The EMPATHIC-30 and EMPATHIC-38
The EMPATHIC-30 was developed in the Netherlands to measure the satisfaction of parents of hospitalized children (27). It encompasses the care by nurses and physicians as well as organization and cleanliness. The five domains are listed in tabular results. Items were on a 1-to-6 Likert-type scale, with response options ranging from “certainly no” (1) to “certainly yes” (6), with a “not applicable” option. An overall score is calculated as the mean of all items. An expanded 38-item version was developed for our study as described above. The EMPATHIC-N items referred to “your child,” rather than your “infant” (20), and we retained this wording in our adapted version.
Validity Indicators
There were four validity measures: (1) recommend the NICU to others; (2) return to the NICU in the future if needed, both measured on a six-point scale from 0 (certainly no) to 6 (certainly yes); and (3) rate nurses' performance and 4) doctors' performance on a scale from 1 (very bad) to 10 (excellent). The first two validity measures have identical rating scales as the satisfaction items of the measure (six-point scale), while the last two control questions differ in scale (10-point scale) (20).
Data Analysis
Descriptive statistics were calculated and internal consistency, construct validity, and differential validity were evaluated for the 30- and 38-item versions. Descriptive statistics included means and standard deviations for each item, each domain, and the overall score.
Internal consistency reliability of the five domains and the overall score was measured by Cronbach's alpha, where coefficients of ≥0.7 demonstrate acceptable internal consistency (41). Construct validity was evaluated by computing the correlation between each domain and the overall score of each EMPATHIC version with each of the four validity indicators. Differential validity was evaluated by computing these correlations among demographic subgroups of parent respondents.
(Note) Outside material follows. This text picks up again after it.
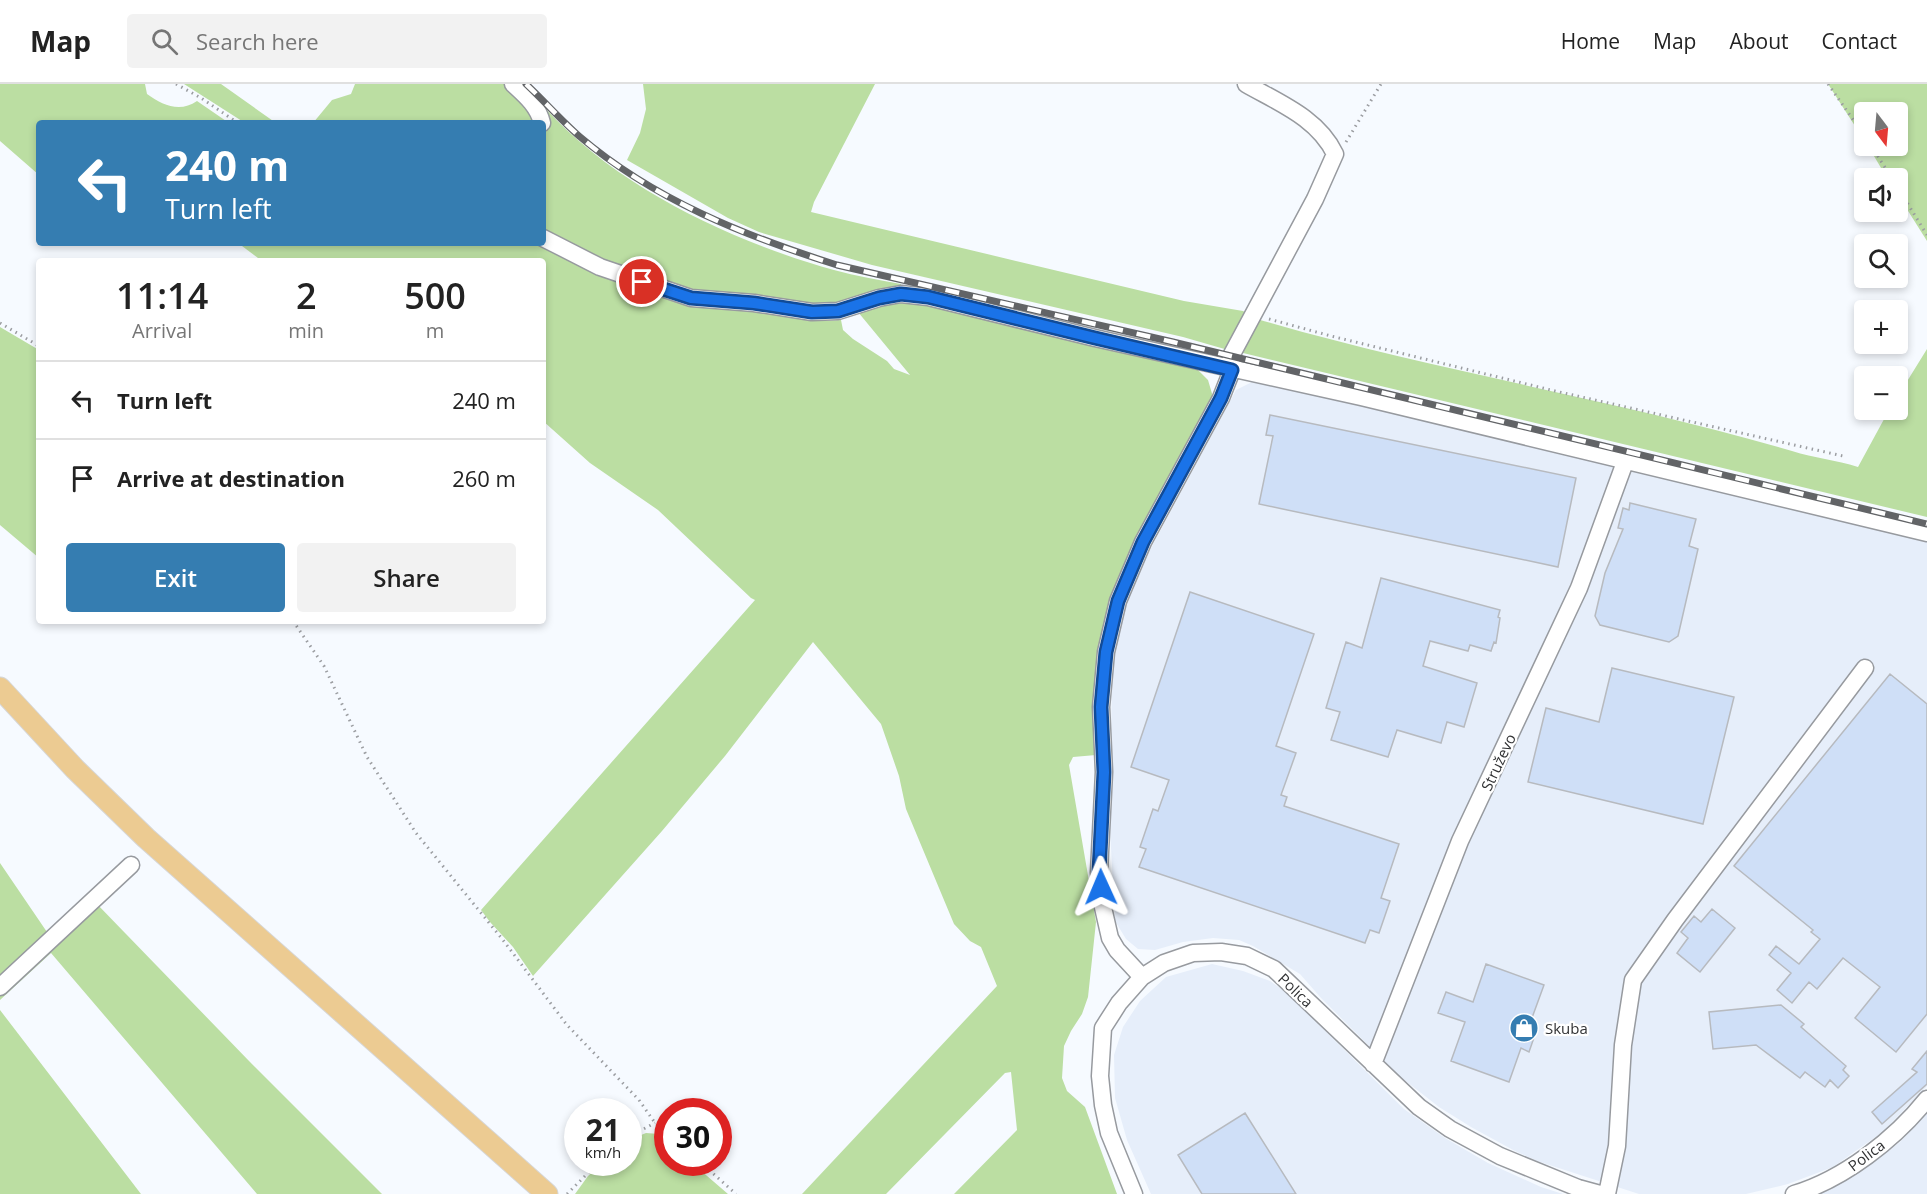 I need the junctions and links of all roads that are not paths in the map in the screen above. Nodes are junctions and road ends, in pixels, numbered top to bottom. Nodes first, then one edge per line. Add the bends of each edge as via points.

Significance of correlations was based on a p < 0.05. Stata was used for data analyses.
Results
Linguistic Adaptation
Eight parents conducted the cognitive debriefing. The parents' ages ranged from teens to 30 s. Six females and two males were included. The parents were of black (n = 1) or white (n = 5) race and Hispanic ethnicity (n = 2). Five parents commented about the survey broadly. They stated that the items made sense to them. Five parents remarked about eight specific items. All of these parents commented about one item, which was originally (UK version): “The team worked hygienically.” The USA adapted version was: “The team was vigilant about maintaining cleanliness.” Based on parent feedback regarding whether the referent was the unit or the infant, the wording was revised to: “The team was attentive about maintaining hygiene.” The other items that the parents commented on were evaluated by the team. In total, minor linguistic adaptations were made to seven items. For example, “The NICU could be reached by telephone” was changed to “The NICU could be reached easily by telephone.”
Parent and Infant Sample Characteristics
Two-hundred eighty-two parents completed the English-language version. Table 1 displays the sample characteristics. Of the 275 parents who reported their race, 61% were White, 22% were Black or African American, 6% were Other, 5% were Multiracial, 5% were Asian, and 1% were Native American. Twenty percent of parents (n = 56) reported being Hispanic or Latino. The most common answer for highest level of education completed was “high school or a GED equivalent” (n = 118), and 95% of parents had at least a high school education. Three percent of parents indicated grade school completion as their highest level of education. Fifty-three percent of parents were between 25 and 34 years old, 24% were between 18 and 24 years old, 22% were between 35 and 44 years old, and 1% were between 45 and 64 years old. Mothers most often completed this questionnaire alone (73%); however, 14% of fathers completed the questionnaire alone, and 12% of mothers and fathers completed it together. In regard to infant characteristics, 20% of infants for which parents responded about weighed <1,500 g at birth. The average length of stay for infants in the NICU was 19 days.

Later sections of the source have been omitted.